THE INPUT:
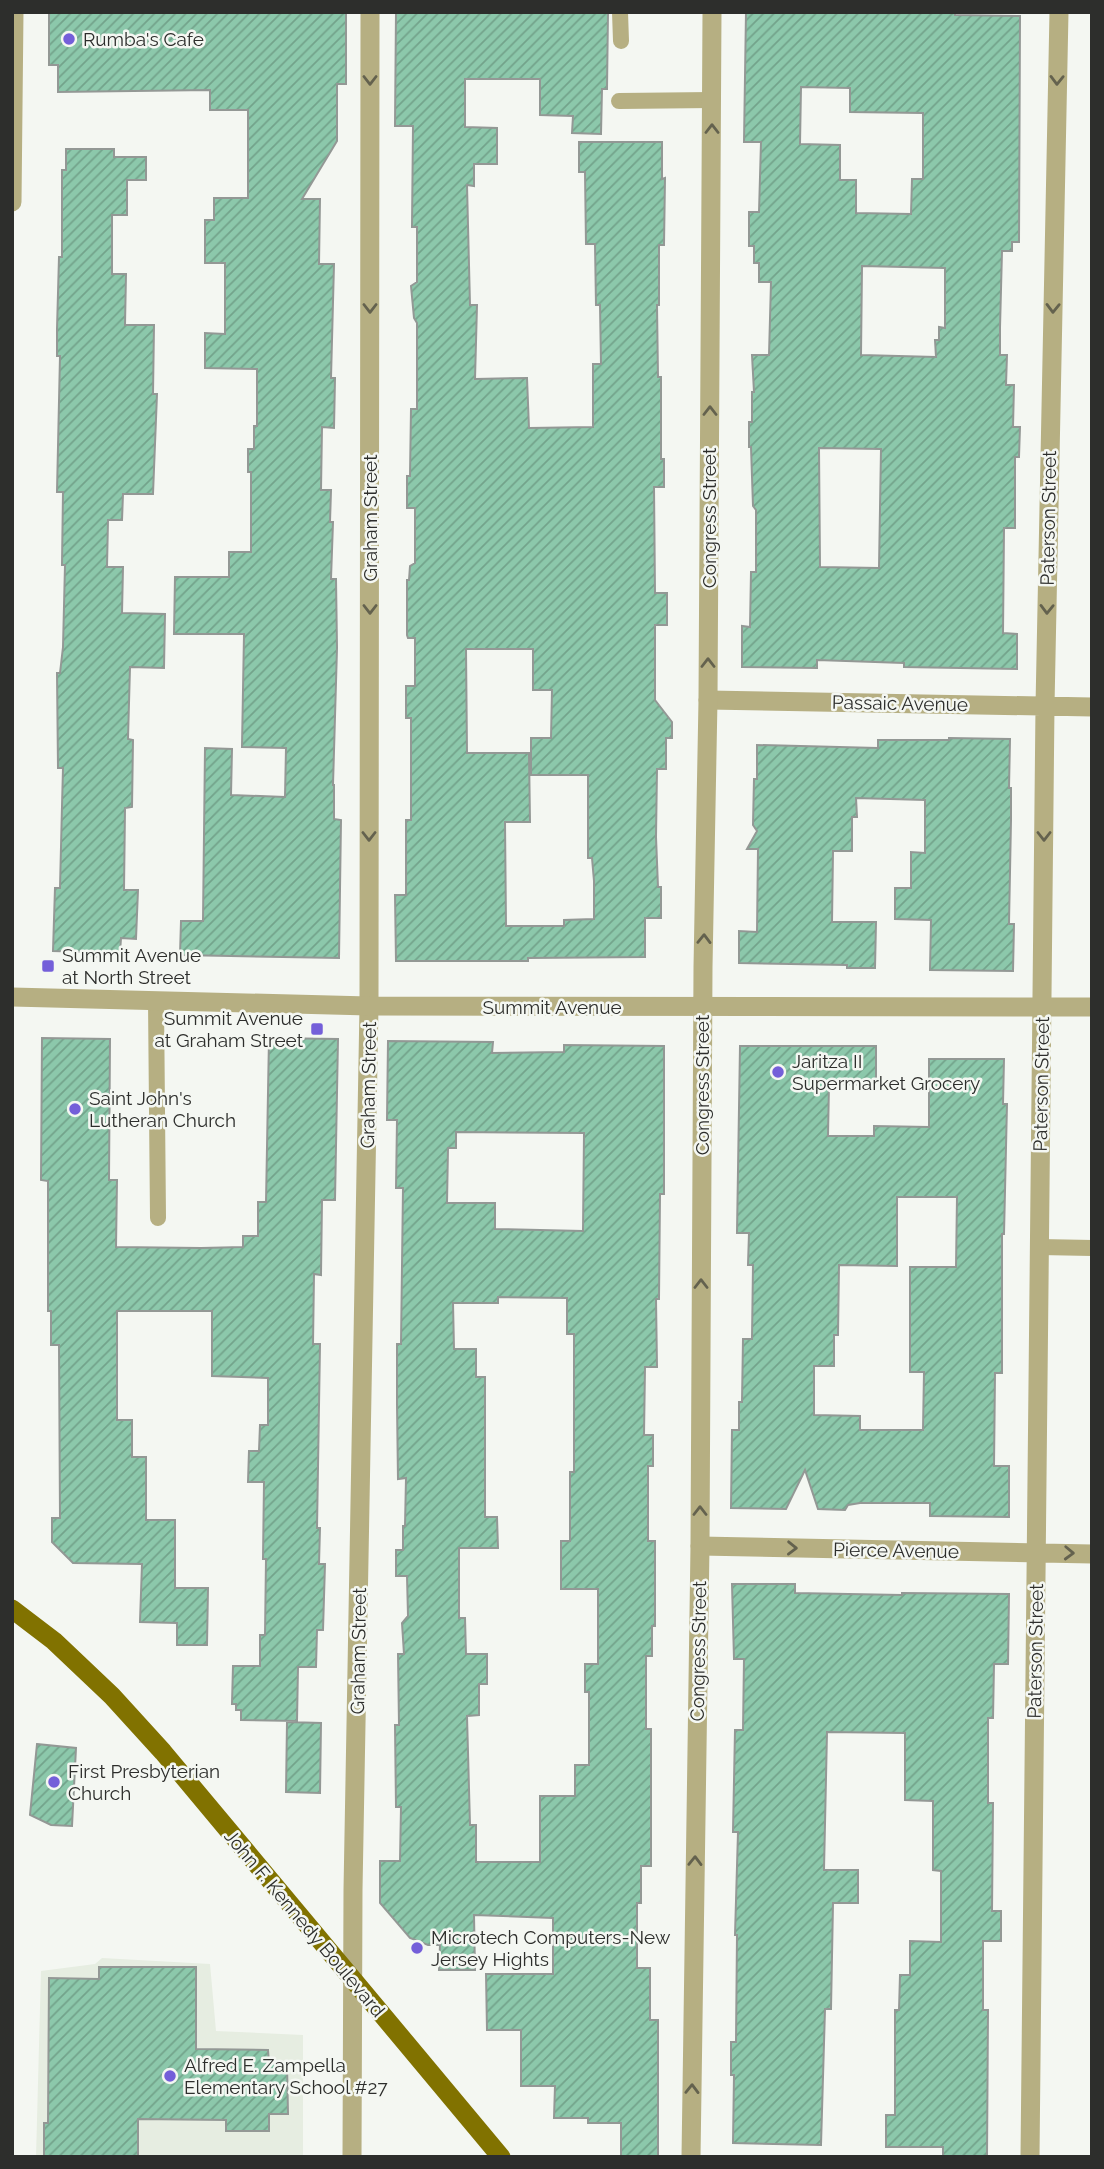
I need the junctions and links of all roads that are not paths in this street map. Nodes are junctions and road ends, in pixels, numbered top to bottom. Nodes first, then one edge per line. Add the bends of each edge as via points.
1 (14, 12) edge
2 (370, 12) edge
3 (620, 12) edge
4 (712, 12) edge
5 (1059, 12) edge
6 (621, 41) dead end
7 (712, 100) junction
8 (619, 101) dead end
9 (12, 202) edge
10 (708, 700) junction
11 (1045, 706) junction
12 (1092, 707) edge
13 (12, 997) edge
14 (156, 1001) junction
15 (369, 1006) junction
16 (1042, 1006) junction
17 (703, 1007) junction
18 (1092, 1007) edge
19 (158, 1218) dead end
20 (1040, 1247) junction
21 (1092, 1248) edge
22 (700, 1546) junction
23 (1036, 1552) junction
24 (1092, 1554) edge
25 (12, 1609) edge
26 (354, 1982) junction
27 (352, 2157) edge
28 (501, 2157) edge
29 (691, 2157) edge
30 (1030, 2157) edge

1 - 9 street
2 -> 15 street, Graham Street
3 - 6 lane
4 - 7 street, Congress Street
5 -> 11 street, Paterson Street
7 - 8 lane
10 -> 7 street, Congress Street
10 - 11 street, Passaic Avenue
17 -> 10 street, Congress Street
11 - 12 street, Passaic Avenue
11 -> 16 street, Paterson Street
13 - 14 street, Summit Avenue
14 - 15 street, Summit Avenue
14 - 19 lane
15 - 17 street, Summit Avenue
15 - 26 street, Graham Street
16 - 17 street, Summit Avenue
16 - 18 street, Summit Avenue
16 - 20 street, Paterson Street
22 -> 17 street, Congress Street
20 - 21 lane
20 - 23 street, Paterson Street
22 -> 23 street, Pierce Avenue
29 -> 22 street, Congress Street
23 -> 24 street, Pierce Avenue
23 - 30 street, Paterson Street
25 - 26 main road, John F. Kennedy Boulevard via 112,1696
26 - 27 street, Graham Street
26 - 28 main road, John F. Kennedy Boulevard

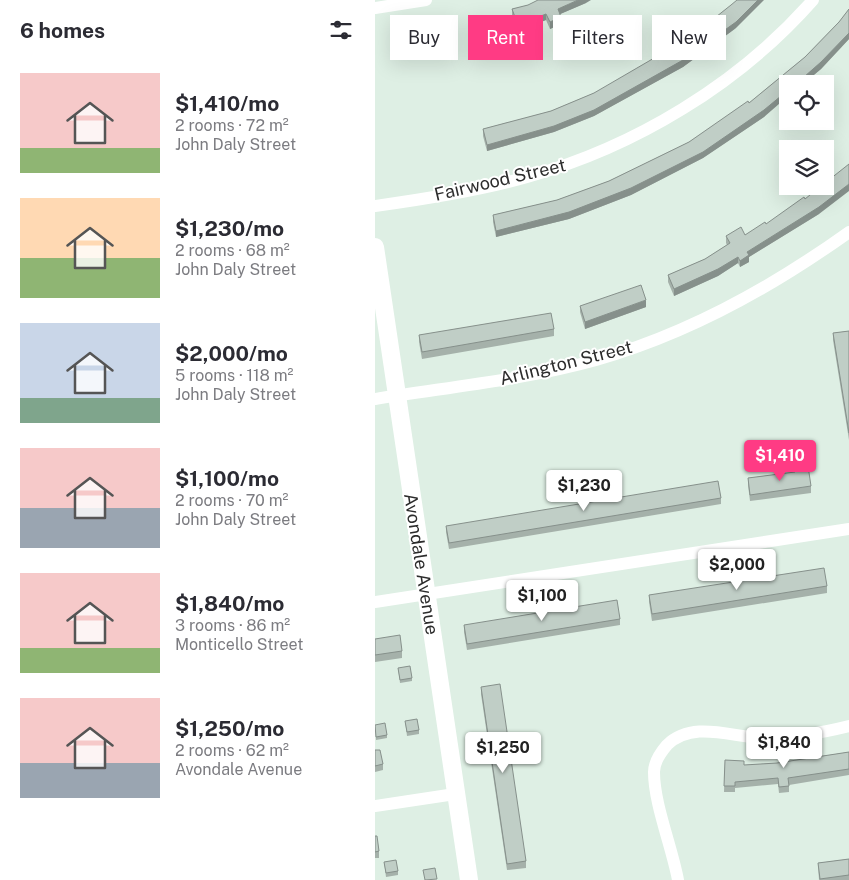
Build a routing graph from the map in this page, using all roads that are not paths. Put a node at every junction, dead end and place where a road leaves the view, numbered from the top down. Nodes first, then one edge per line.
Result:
1 (426, 0) edge
2 (813, 0) edge
3 (375, 8) edge
4 (375, 206) edge
5 (849, 232) edge
6 (375, 247) edge
7 (396, 395) junction
8 (375, 398) edge
9 (849, 529) edge
10 (426, 594) junction
11 (375, 602) edge
12 (849, 726) edge
13 (455, 794) junction
14 (375, 806) edge
15 (469, 880) edge
16 (678, 880) edge

1 - 3 street
2 - 4 street, Fairwood Street
5 - 7 street, Arlington Street
6 - 7 street, Avondale Avenue
7 - 8 street, Arlington Street
7 - 10 street, Avondale Avenue
9 - 10 street
10 - 11 street
10 - 13 street, Avondale Avenue
12 - 16 street
13 - 14 street
13 - 15 street, Avondale Avenue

INSTRUCTIONS TO FOLLOW: Everything in the listing is to be returned word for word, except the pictures.

ANSWER AREA:
I need the junctions and links of all roads that are not paths in this street map. Nodes are junctions and road ends, in pixels, numbered top to bottom. Nodes first, then one edge per line. Add the bends of each edge as via points.
1 (14, 12) edge
2 (370, 12) edge
3 (620, 12) edge
4 (712, 12) edge
5 (1059, 12) edge
6 (621, 41) dead end
7 (712, 100) junction
8 (619, 101) dead end
9 (12, 202) edge
10 (708, 700) junction
11 (1045, 706) junction
12 (1092, 707) edge
13 (12, 997) edge
14 (156, 1001) junction
15 (369, 1006) junction
16 (1042, 1006) junction
17 (703, 1007) junction
18 (1092, 1007) edge
19 (158, 1218) dead end
20 (1040, 1247) junction
21 (1092, 1248) edge
22 (700, 1546) junction
23 (1036, 1552) junction
24 (1092, 1554) edge
25 (12, 1609) edge
26 (354, 1982) junction
27 (352, 2157) edge
28 (501, 2157) edge
29 (691, 2157) edge
30 (1030, 2157) edge

1 - 9 street
2 -> 15 street, Graham Street
3 - 6 lane
4 - 7 street, Congress Street
5 -> 11 street, Paterson Street
7 - 8 lane
10 -> 7 street, Congress Street
10 - 11 street, Passaic Avenue
17 -> 10 street, Congress Street
11 - 12 street, Passaic Avenue
11 -> 16 street, Paterson Street
13 - 14 street, Summit Avenue
14 - 15 street, Summit Avenue
14 - 19 lane
15 - 17 street, Summit Avenue
15 - 26 street, Graham Street
16 - 17 street, Summit Avenue
16 - 18 street, Summit Avenue
16 - 20 street, Paterson Street
22 -> 17 street, Congress Street
20 - 21 lane
20 - 23 street, Paterson Street
22 -> 23 street, Pierce Avenue
29 -> 22 street, Congress Street
23 -> 24 street, Pierce Avenue
23 - 30 street, Paterson Street
25 - 26 main road, John F. Kennedy Boulevard via 112,1696
26 - 27 street, Graham Street
26 - 28 main road, John F. Kennedy Boulevard

Build a routing graph from the map in this page, using all roads that are not paths. Put a node at every junction, dead end and place where a road leaves the view, numbered from the top down. Nodes first, then one edge per line.
Result:
1 (426, 0) edge
2 (813, 0) edge
3 (375, 8) edge
4 (375, 206) edge
5 (849, 232) edge
6 (375, 247) edge
7 (396, 395) junction
8 (375, 398) edge
9 (849, 529) edge
10 (426, 594) junction
11 (375, 602) edge
12 (849, 726) edge
13 (455, 794) junction
14 (375, 806) edge
15 (469, 880) edge
16 (678, 880) edge

1 - 3 street
2 - 4 street, Fairwood Street
5 - 7 street, Arlington Street
6 - 7 street, Avondale Avenue
7 - 8 street, Arlington Street
7 - 10 street, Avondale Avenue
9 - 10 street
10 - 11 street
10 - 13 street, Avondale Avenue
12 - 16 street
13 - 14 street
13 - 15 street, Avondale Avenue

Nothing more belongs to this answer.